L’idée de régulation positive doit aussi être appliquée à la nécessaire adaptation de la formation – initiale et continue – des professionnels de santé. Comme nous le montrons dans une étude récemment réalisée pour l’Institut Montaigne9, les effets RH de l’IA et de l’automatisation en santé portent d’abord sur les fonctions supports de notre système de santé (avec un potentiel d’automatisation estimé, selon les hypothèses, entre 40 000 et 80 000 ETP). L’ampleur de ces enjeux implique de mettre rapidement en œuvre une démarche d’ensemble de gestion prévisionnelle des emplois et des compétences. Les formations médicales et paramédicales doivent également intégrer la réalité nouvelle de l’IA. Des signaux positifs doivent être relevés en ce sens : un module de formation aux enjeux de la médecine algorithmique sera prochainement inséré au début du cursus de médecine et l’IA vient d’être reconnue comme orientation prioritaire de développement professionnel continu (DPC). Pour être à la hauteur de l’ampleur du défi, l’engagement de l’ensemble des acteurs sera nécessaire, dans le cadre de la reconnaissance d’une véritable responsabilité sociale d’entreprise (RSE) digitale : l’adaptation de notre système de santé et des professionnels qui le font vivre au quotidien aux enjeux de l’IA doit être reconnue comme un enjeu prioritaire de mobilisation collective.

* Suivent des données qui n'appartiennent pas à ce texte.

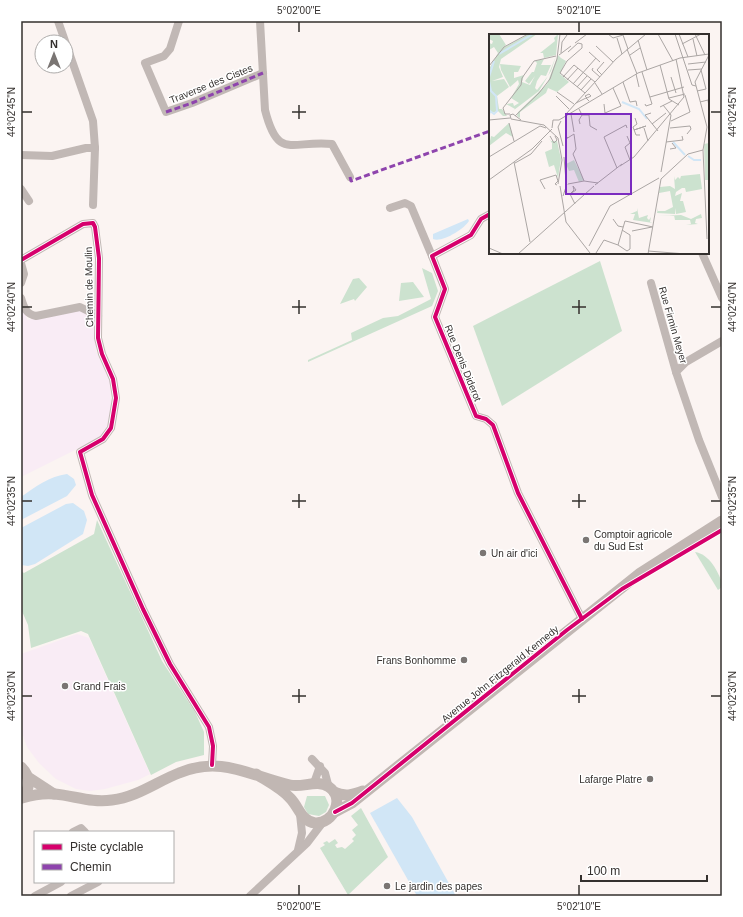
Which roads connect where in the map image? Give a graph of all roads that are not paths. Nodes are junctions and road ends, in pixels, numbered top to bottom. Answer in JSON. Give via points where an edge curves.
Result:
{"nodes":[{"id":1,"x":58,"y":21,"type":"edge"},
{"id":2,"x":179,"y":21,"type":"edge"},
{"id":3,"x":260,"y":21,"type":"edge"},
{"id":4,"x":263,"y":73,"type":"junction"},
{"id":5,"x":95,"y":148,"type":"junction"},
{"id":6,"x":21,"y":154,"type":"edge"},
{"id":7,"x":350,"y":177,"type":"dead end"},
{"id":8,"x":21,"y":189,"type":"edge"},
{"id":9,"x":29,"y":201,"type":"dead end"},
{"id":10,"x":93,"y":204,"type":"dead end"},
{"id":11,"x":390,"y":208,"type":"dead end"},
{"id":12,"x":489,"y":215,"type":"edge"},
{"id":13,"x":702,"y":254,"type":"edge"},
{"id":14,"x":432,"y":256,"type":"junction"},
{"id":15,"x":21,"y":260,"type":"edge"},
{"id":16,"x":21,"y":264,"type":"edge"},
{"id":17,"x":21,"y":283,"type":"edge"},
{"id":18,"x":651,"y":283,"type":"dead end"},
{"id":19,"x":21,"y":298,"type":"edge"},
{"id":20,"x":722,"y":298,"type":"edge"},
{"id":21,"x":98,"y":316,"type":"junction"},
{"id":22,"x":722,"y":341,"type":"edge"},
{"id":23,"x":676,"y":372,"type":"junction"},
{"id":24,"x":722,"y":497,"type":"edge"},
{"id":25,"x":722,"y":521,"type":"edge"},
{"id":26,"x":722,"y":530,"type":"edge"},
{"id":27,"x":622,"y":589,"type":"junction"},
{"id":28,"x":582,"y":619,"type":"junction"},
{"id":29,"x":312,"y":759,"type":"dead end"},
{"id":30,"x":212,"y":765,"type":"junction"},
{"id":31,"x":320,"y":766,"type":"junction"},
{"id":32,"x":21,"y":767,"type":"edge"},
{"id":33,"x":256,"y":774,"type":"junction"},
{"id":34,"x":28,"y":777,"type":"junction"},
{"id":35,"x":311,"y":785,"type":"junction"},
{"id":36,"x":371,"y":788,"type":"junction"},
{"id":37,"x":332,"y":790,"type":"junction"},
{"id":38,"x":54,"y":794,"type":"junction"},
{"id":39,"x":22,"y":798,"type":"edge"},
{"id":40,"x":299,"y":811,"type":"junction"},
{"id":41,"x":335,"y":812,"type":"junction"},
{"id":42,"x":323,"y":822,"type":"junction"},
{"id":43,"x":75,"y":831,"type":"edge"},
{"id":44,"x":84,"y":831,"type":"edge"},
{"id":45,"x":298,"y":851,"type":"junction"},
{"id":46,"x":59,"y":883,"type":"edge"},
{"id":47,"x":96,"y":883,"type":"edge"},
{"id":48,"x":35,"y":896,"type":"edge"},
{"id":49,"x":71,"y":896,"type":"edge"},
{"id":50,"x":250,"y":896,"type":"edge"}],
"edges":[{"from":1,"to":5,"type":"street","via":[[93,121]]},
{"from":2,"to":4,"type":"street","name":"Traverse des Cistes","via":[[170,49],[164,56],[145,63],[166,112]]},
{"from":3,"to":4,"type":"street"},
{"from":4,"to":7,"type":"street","via":[[265,110],[276,139],[284,145],[332,144]]},
{"from":5,"to":6,"type":"street","via":[[52,156]]},
{"from":5,"to":10,"type":"street"},
{"from":8,"to":9,"type":"street"},
{"from":11,"to":14,"type":"street","name":"Rue Denis Diderot","via":[[406,203],[410,206]]},
{"from":12,"to":14,"type":"street","via":[[481,219],[470,235]]},
{"from":13,"to":20,"type":"street"},
{"from":14,"to":28,"type":"street","name":"Rue Denis Diderot","via":[[445,289],[435,317],[476,416],[486,419],[493,425],[518,493]]},
{"from":15,"to":21,"type":"street","name":"Chemin de Moulin","via":[[83,224],[93,223],[99,258]]},
{"from":16,"to":17,"type":"street","via":[[24,274]]},
{"from":18,"to":23,"type":"street","name":"Rue Firmin Meyer"},
{"from":19,"to":21,"type":"street","via":[[24,308],[36,316],[80,307]]},
{"from":21,"to":30,"type":"street","name":"Chemin de Moulin","via":[[98,338],[113,379],[116,398],[114,416],[112,428],[103,439],[80,452],[92,495],[139,602],[170,664],[209,726],[213,746]]},
{"from":22,"to":23,"type":"street","name":"Rue Firmin Meyer","via":[[686,362]]},
{"from":23,"to":24,"type":"street","name":"Rue Firmin Meyer"},
{"from":25,"to":27,"type":"street","name":"Avenue John Fitzgerald Kennedy","via":[[654,563]]},
{"from":26,"to":27,"type":"street","name":"Avenue John Fitzgerald Kennedy"},
{"from":27,"to":28,"type":"street","name":"Avenue John Fitzgerald Kennedy"},
{"from":28,"to":36,"type":"street","name":"Avenue John Fitzgerald Kennedy"},
{"from":29,"to":31,"type":"street"},
{"from":30,"to":33,"type":"street","via":[[237,768]]},
{"from":30,"to":38,"type":"street","via":[[189,769],[123,799],[100,801]]},
{"from":31,"to":35,"type":"street"},
{"from":31,"to":37,"type":"street"},
{"from":32,"to":34,"type":"street"},
{"from":33,"to":35,"type":"street","via":[[291,785]]},
{"from":33,"to":40,"type":"street","via":[[286,794]]},
{"from":34,"to":38,"type":"street"},
{"from":34,"to":39,"type":"street","via":[[28,788]]},
{"from":35,"to":37,"type":"street","via":[[319,783]]},
{"from":35,"to":40,"type":"street","via":[[300,793],[297,804]]},
{"from":36,"to":37,"type":"street","name":"Avenue John Fitzgerald Kennedy","via":[[353,795],[341,795]]},
{"from":36,"to":41,"type":"street","name":"Avenue John Fitzgerald Kennedy"},
{"from":37,"to":41,"type":"street","via":[[337,802]]},
{"from":38,"to":39,"type":"street"},
{"from":40,"to":42,"type":"street","via":[[312,822]]},
{"from":40,"to":45,"type":"street","via":[[302,833]]},
{"from":41,"to":42,"type":"street"},
{"from":42,"to":45,"type":"street"},
{"from":43,"to":44,"type":"street","via":[[82,828]]},
{"from":45,"to":50,"type":"street"},
{"from":46,"to":48,"type":"street"},
{"from":47,"to":49,"type":"street"}]}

S’ouvrir à l’innovation pour renforcer l’efficacité et l’efficience de notre système de santé et réguler positivement les risques éthiques associés : ces conditions sont essentielles si la France et l’Europe veulent jouer un rôle dans l’avenir de l’IA en santé.

  1. Gruson D., La Machine, le médecin et moi, 2018, Éditions de l’Observatoire.
  2. Villani C., Donner un sens à l’intelligence artificielle, rapport remis au Gouvernement, mars 2018.
  3. Gruson D., La Machine, le médecin et moi, op. cit.
  4. Frachon I., Mediator 150 mg. Combien de morts ?, 2010, Éditions Dialogues.
  5. Ehteshami Bejnordi B. et al., “Diagnostic Assessment of Deep Learning Algorithms for Detection of Lymph Node Metastases in Women With Breast Cancer”, JAMA 12 déc. 2017.
  6. Sun R. et al., “A radiomics approach to assess tumour-infiltrating CD8 cells and response to anti-PD-L1 immunotherapy : an imaging biomarker, retrospective multicohort study”, Lancet 1er sept. 2018, vol. 19.
  7. Daniel S. Kermany et al., “Identifying Medical Diagnoses and Treatable Diseases by Image-Based Deep Learning”, Cell févr. 2018.
  8. CCNE, Numérique et santé : quels enjeux éthiques pour quelles régulations ?, nov. 2018.
  9. Institut Montaigne, IA et emploi en santé : quoi de neuf docteur ?, janv. 2019.